А потом — все, отец исчез, и они наводили справки, говорили, что он в дальних лагерях, а на самом деле его в 1938 году расстреляли, потому что в лагере возникло новое дело — дело о тайных богослужениях. Ну его там обвинили, что он портит какой-то инвентарь во время работ. Но самое главное, что накануне праздничных дней и воскресных какая-то группа людей собиралась и пела церковные песнопения. Ну понятно, что это было к тому времени совершенно запрещенное совершение богослужений. За это вот он был приговорен к расстрелу. Никого он не оговорил, вел себя очень мужественно, и вот таким остался пастырем до конца. Они не знали о его судьбе, и даже были слухи, что вот скоро придет, что вот, там, сначала амнистия была, потом реабилитация, и только вот уже потом, наверное, году в 1956-м, он выяснил...

А. Пичугин

— ...уже будучи сам священником...

А. Светозарский

— Он был не только... Да, и, причем, он служил, он рассказывал — говорит, вот такое было чувство... Его приходской был участок — храм Успения в Гончарах, Болгарское подворье, он с 1956 года там служил. И, ну, ходил с требами по домам и проходил мимо тогда еще действовавшей Таганской тюрьмы. Вот, говорит, мысль была: а не там ли отец? Действительно, выяснилось по документам, что отец там, в этой тюрьме, находился некоторое время, пока его не выслали в лагерь.

А. Пичугин

— Вообще, это такое очень, наверное, страшное ощущение — впоследствии это люди осознают, как мне кажется, хотя слава Богу, что нам это понять сложно, когда вот человека уже нет полтора десятилетия, когда... он был расстрелян-то практически сразу, в 1937-м арестовали, в 1938-м расстреляли... в 1936-м, да... Ну, через полтора-два года расстреляли.

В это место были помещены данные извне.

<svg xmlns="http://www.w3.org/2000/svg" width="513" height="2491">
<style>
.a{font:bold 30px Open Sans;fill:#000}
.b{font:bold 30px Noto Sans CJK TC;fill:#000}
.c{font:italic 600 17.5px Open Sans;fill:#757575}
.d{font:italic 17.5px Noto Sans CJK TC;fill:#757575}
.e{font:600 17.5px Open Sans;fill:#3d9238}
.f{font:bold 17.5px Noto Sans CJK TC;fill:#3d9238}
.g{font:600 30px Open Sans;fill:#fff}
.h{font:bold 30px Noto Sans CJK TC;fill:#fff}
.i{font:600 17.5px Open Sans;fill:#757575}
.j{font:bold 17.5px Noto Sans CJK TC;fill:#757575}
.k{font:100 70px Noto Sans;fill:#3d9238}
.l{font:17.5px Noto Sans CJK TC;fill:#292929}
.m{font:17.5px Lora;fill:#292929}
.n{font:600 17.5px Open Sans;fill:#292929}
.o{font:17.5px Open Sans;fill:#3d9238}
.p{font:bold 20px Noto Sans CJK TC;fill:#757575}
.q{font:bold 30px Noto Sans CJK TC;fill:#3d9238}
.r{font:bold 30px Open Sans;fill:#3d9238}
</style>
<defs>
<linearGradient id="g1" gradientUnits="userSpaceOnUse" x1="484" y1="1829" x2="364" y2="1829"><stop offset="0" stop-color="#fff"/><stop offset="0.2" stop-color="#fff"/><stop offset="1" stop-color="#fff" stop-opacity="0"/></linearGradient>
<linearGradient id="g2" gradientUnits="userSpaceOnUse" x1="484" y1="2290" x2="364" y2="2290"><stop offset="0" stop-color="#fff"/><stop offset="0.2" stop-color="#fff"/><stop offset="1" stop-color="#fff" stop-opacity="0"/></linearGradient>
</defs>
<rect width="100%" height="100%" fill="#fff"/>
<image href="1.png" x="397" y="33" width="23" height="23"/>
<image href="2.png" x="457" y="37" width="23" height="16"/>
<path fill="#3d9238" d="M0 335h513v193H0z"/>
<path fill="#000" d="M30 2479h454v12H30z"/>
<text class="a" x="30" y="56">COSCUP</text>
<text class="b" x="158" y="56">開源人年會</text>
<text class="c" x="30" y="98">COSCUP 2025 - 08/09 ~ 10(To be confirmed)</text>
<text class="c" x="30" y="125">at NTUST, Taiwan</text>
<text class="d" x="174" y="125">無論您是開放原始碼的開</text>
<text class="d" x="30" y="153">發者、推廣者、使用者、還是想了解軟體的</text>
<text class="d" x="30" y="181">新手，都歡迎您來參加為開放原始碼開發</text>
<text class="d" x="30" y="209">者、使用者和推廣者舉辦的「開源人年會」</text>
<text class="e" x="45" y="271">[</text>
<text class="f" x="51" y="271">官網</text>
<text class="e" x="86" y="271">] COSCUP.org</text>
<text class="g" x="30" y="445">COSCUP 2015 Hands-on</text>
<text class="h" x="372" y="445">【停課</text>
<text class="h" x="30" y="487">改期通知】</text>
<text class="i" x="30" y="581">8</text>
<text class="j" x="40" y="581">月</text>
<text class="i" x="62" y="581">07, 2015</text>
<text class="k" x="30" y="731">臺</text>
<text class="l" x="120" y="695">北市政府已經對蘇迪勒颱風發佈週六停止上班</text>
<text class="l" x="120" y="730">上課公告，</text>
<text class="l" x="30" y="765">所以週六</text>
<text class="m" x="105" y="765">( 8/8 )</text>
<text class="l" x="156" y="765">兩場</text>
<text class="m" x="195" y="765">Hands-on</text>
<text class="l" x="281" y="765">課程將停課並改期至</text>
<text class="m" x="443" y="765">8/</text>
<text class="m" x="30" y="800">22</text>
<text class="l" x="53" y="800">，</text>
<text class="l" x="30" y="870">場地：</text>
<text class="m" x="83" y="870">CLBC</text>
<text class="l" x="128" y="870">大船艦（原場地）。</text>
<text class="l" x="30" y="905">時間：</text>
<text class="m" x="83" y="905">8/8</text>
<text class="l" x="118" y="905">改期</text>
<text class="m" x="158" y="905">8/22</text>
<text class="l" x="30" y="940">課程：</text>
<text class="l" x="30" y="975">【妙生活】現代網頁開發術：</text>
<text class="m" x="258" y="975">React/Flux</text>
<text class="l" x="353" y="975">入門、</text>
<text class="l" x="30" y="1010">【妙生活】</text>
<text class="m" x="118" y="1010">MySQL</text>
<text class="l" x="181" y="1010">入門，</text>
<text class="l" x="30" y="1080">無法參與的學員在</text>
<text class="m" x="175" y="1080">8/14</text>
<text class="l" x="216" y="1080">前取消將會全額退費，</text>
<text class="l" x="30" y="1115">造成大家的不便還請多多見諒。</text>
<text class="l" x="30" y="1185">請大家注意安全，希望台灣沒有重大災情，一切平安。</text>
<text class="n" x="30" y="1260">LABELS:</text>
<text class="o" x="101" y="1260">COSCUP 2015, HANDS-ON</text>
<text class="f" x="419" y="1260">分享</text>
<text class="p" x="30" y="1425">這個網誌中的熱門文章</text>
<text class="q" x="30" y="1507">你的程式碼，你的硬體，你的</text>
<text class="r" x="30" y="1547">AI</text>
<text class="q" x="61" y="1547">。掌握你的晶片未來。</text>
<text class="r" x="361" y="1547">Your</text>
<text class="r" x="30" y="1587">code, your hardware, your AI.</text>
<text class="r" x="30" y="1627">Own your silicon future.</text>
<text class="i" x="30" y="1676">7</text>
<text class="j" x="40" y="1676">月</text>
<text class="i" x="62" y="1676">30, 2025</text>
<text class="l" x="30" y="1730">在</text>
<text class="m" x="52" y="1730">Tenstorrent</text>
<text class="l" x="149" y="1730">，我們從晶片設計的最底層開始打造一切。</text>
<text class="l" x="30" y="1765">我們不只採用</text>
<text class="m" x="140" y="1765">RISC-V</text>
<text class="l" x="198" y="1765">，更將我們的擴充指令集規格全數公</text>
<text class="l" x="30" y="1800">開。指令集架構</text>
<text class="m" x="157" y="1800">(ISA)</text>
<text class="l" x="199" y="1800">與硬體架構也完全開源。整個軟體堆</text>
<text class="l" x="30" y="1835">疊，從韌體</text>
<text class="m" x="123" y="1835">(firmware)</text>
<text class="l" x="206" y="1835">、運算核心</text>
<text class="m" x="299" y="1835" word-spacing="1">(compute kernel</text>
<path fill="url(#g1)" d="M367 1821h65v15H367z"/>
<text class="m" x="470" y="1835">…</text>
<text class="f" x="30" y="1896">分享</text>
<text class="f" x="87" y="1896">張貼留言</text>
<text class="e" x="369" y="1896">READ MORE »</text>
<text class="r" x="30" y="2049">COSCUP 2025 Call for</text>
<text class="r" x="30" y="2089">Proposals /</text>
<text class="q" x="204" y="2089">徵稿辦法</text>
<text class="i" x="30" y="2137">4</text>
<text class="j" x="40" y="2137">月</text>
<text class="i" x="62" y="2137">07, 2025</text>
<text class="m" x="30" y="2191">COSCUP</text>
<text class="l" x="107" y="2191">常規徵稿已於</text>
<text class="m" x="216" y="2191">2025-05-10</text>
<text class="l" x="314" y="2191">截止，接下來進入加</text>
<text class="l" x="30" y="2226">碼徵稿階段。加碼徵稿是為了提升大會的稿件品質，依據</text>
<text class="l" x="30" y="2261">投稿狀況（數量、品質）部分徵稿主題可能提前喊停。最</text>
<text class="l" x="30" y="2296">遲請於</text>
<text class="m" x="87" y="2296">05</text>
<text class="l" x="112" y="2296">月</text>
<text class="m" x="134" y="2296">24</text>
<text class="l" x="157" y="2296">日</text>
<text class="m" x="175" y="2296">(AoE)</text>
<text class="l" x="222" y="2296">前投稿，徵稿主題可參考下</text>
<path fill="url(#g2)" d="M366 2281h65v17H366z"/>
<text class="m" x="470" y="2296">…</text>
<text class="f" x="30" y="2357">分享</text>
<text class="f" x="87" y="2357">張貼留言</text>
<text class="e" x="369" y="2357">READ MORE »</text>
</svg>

А семья ждет — там, 20 лет ждет. Только...

А. Светозарский

— Да, семья ждет и не знает, потому что сообщили, что умер, там, от какой-то недостаточности сердечной или что-то еще, а то, что вот он расстрелян, узнали уже вот там, не знаю, на рубеже, может быть, 80 — 90-х годов. Вот. Такое у него было интересное тоже, поучительное отношение. Ну, понятно, там, выяснили обстоятельства его кончины, и... Ну, в общем, надо было собирать документы, подавать на канонизацию. Вот как-то он было начал, и потом — раз! — говорит: «Нет, — говорит, — Бог своих знает». То есть вот смирение проявлялось и в том, что, ну, ему было неловко — как это, сын...

К. Толоконникова

— То есть он не предпринимал никаких усилий для канонизации отца?..

А. Светозарский

— Нет... Собрали документы, он показал эти документы, рассказывал, что это такое, я их видел — ну, копии, конечно. Но вот так: «Бог своих знает», у него было вот такое. Знаете, иногда бывает такое. Ну понятно, что если, там, родные пострадавшие есть, там, в церковных семьях, выходцы из духовного сословия — там у меня такие святые, сякие, но иногда их перехлестывает — там, «у нас, у новомучеников, принято...», там, что-то вот такое... У него этого не было ничего абсолютно. Была память об отце...

К. Толоконникова

— Да, да, к сожалению, это иногда становится каким-то поводом кичиться.

А. Светозарский

— Заносчивость, да.

К. Толоконникова

— И это мне напоминает басню Крылова, помните? О том, как гуси Рим спасли: «Да, ваши предки Рим спасли, а вы-то сами что же?», да? Вот.

А. Светозарский

— Ну, есть такое. И так смиряет Господь в таких ситуациях. И он... Всегда было литургическое поминовение. Он очень долго, как вот батюшки того поколения... У него были огромные какие-то синодики, и такая была традиция (ну это с послевоенного времени идет — с военного, с послевоенного), и он всегда вот четко, у него на первом месте иерей Александр, затем протоиерей Михаил — это его дядя. Потому что как-то он уже с ним был близок. Он не оставлял вот своего мальчишеского церковного служения. Вот он рассказывал, что первое «Шестопсалмие» он прочел в шесть лет, выйдя на середину храма. Прочел до половины — дыхания больше не хватило, три псалма, и удалился в алтарь. Вот так началось его церковное служение. Он всегда был при храме. Храм не был закрыт. После ареста священника храм продержался в войну, ключи были у старосты, она не дала их немцам — они там появились, в Михайловском районе, хотели использовать как...

А. Пичугин

— А, туда немцы заходили, да?

А. Светозарский

— Да. Это вот уголочек был...

А. Пичугин

— Печерниковские Выселки — я смотрю по карте — это же практически граница с Московской областью, с той стороны, где Серебряно-Прудский район, Серебряные Пруды.

А. Светозарский

— Ну вот, да. И михайловцы гордятся. Они считают, что с них началась битва за Москву и разгром немцев под Москвой.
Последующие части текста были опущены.